Organisers Amie Chatterley and Gemma Lawler did everything to pull out all the stops to ensure everyone knew what to expect. Even informing the attendees of impending train strikes and suggesting alternative routes for individuals who were concerned. This dedication showed me instantly how much they care for the attendees coming and this was a breath of fresh air to see. I spoke to Amie and Gemma before the event which you can read about here.

Arriving at the venue, there were attendees queuing outside already and there was already a positive atmosphere in the air. This was a great chance to chat to them to find out what brought them here; for some, they had been before and they were coming back. For others, like myself, it was our first time attending; some had come to see specific bands, others have had friends attend and heard feedback on how great of a festival it is. Once the doors opened, it was time to do the usual once arriving; get a scope of the venue, checking out the merchandise on sale, grabbing their first drink and securing those important spots to catch the bands.

Newcomers IRONSIDE started off the proceedings. When opening with their current single Shield Wall, it’s clear you can’t pigeonhole them into one genre and their sound certainly keeps you on your toes. Their sound was that unpredictable that I made sure to note as much as I could, so I didn’t miss it out in my report. Examples included the jazz opening in Valhalla, that intro wouldn’t be out of place in a 1940s Gangster Movie and the rest of the song was incredibly heavy; Vikings in 1940s anyone? Another came in the form of a song called Valhalla Awaits, if LIMP BIZKIT wrote Viking songs, this should give you an idea on what the song sounded like. At other points, MUSE on steroids came to mind. The stakes are high when opening a festival; especially when you’re a brand-new band with not a lot of material out. This was a challenge IRONSIDE rose to, and they accomplished it achieving excellent results.

You can read more about influences for their sound in my interview with them here.

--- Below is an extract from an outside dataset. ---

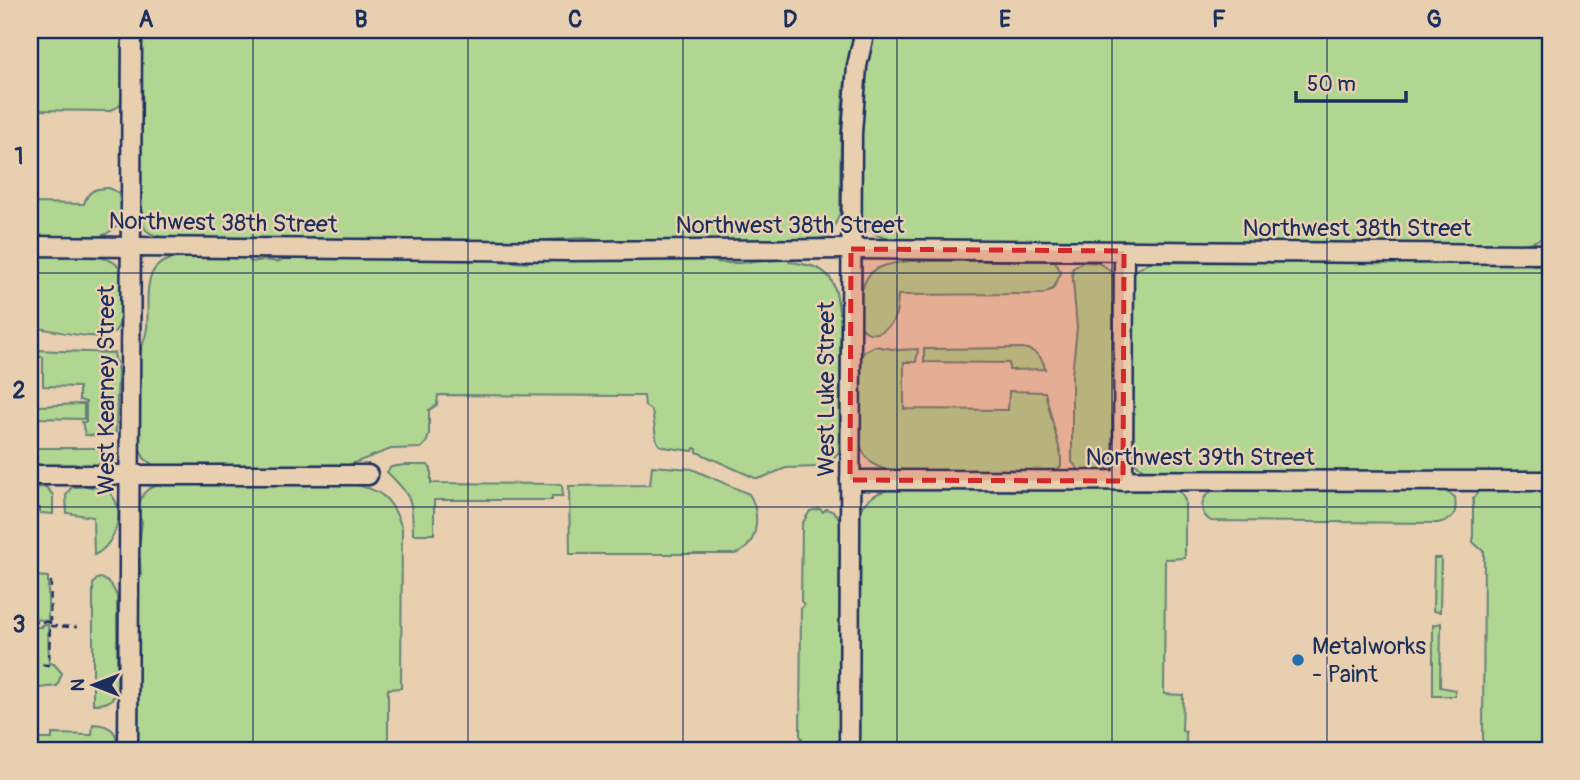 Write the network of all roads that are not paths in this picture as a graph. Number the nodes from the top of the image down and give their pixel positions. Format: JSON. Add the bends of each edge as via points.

Find IRONSIDE on Facebook and Instagram.

FELLOWSHIP were next up. They had released their debut album The Sabrelight Chronicles this year and have played very few shows, yet they were high on people’s bands to see list. It was clear to see why when opening with the gallant Glory Days. Their sound was clear, crisp and grand which continued right through their set. When a band incorporates symphonic elements in their music, it can sometimes be hard to hear them clearly on the sound system. This was not the case with FELLOWSHIP as these all could be heard perfectly. I have mentioned in previous posts and my radio shows that “live your life with a battle cry” from Until The Fire Dies is my new favourite lyric, it filled me and the rest of the crowd with joy belting that out live. The crowd were engaged from start to finish as they performed the chapters of their majestic debut tale; these included Hearts Upon The Hill, Oak And Ash and Scars And Shrapnel Wounds. They weren’t going to exit quietly so their mighty closer Glint; they split the audience in half and got them to sing along to different parts. That’s something I hadn’t see before and hope they carry on doing this for future shows.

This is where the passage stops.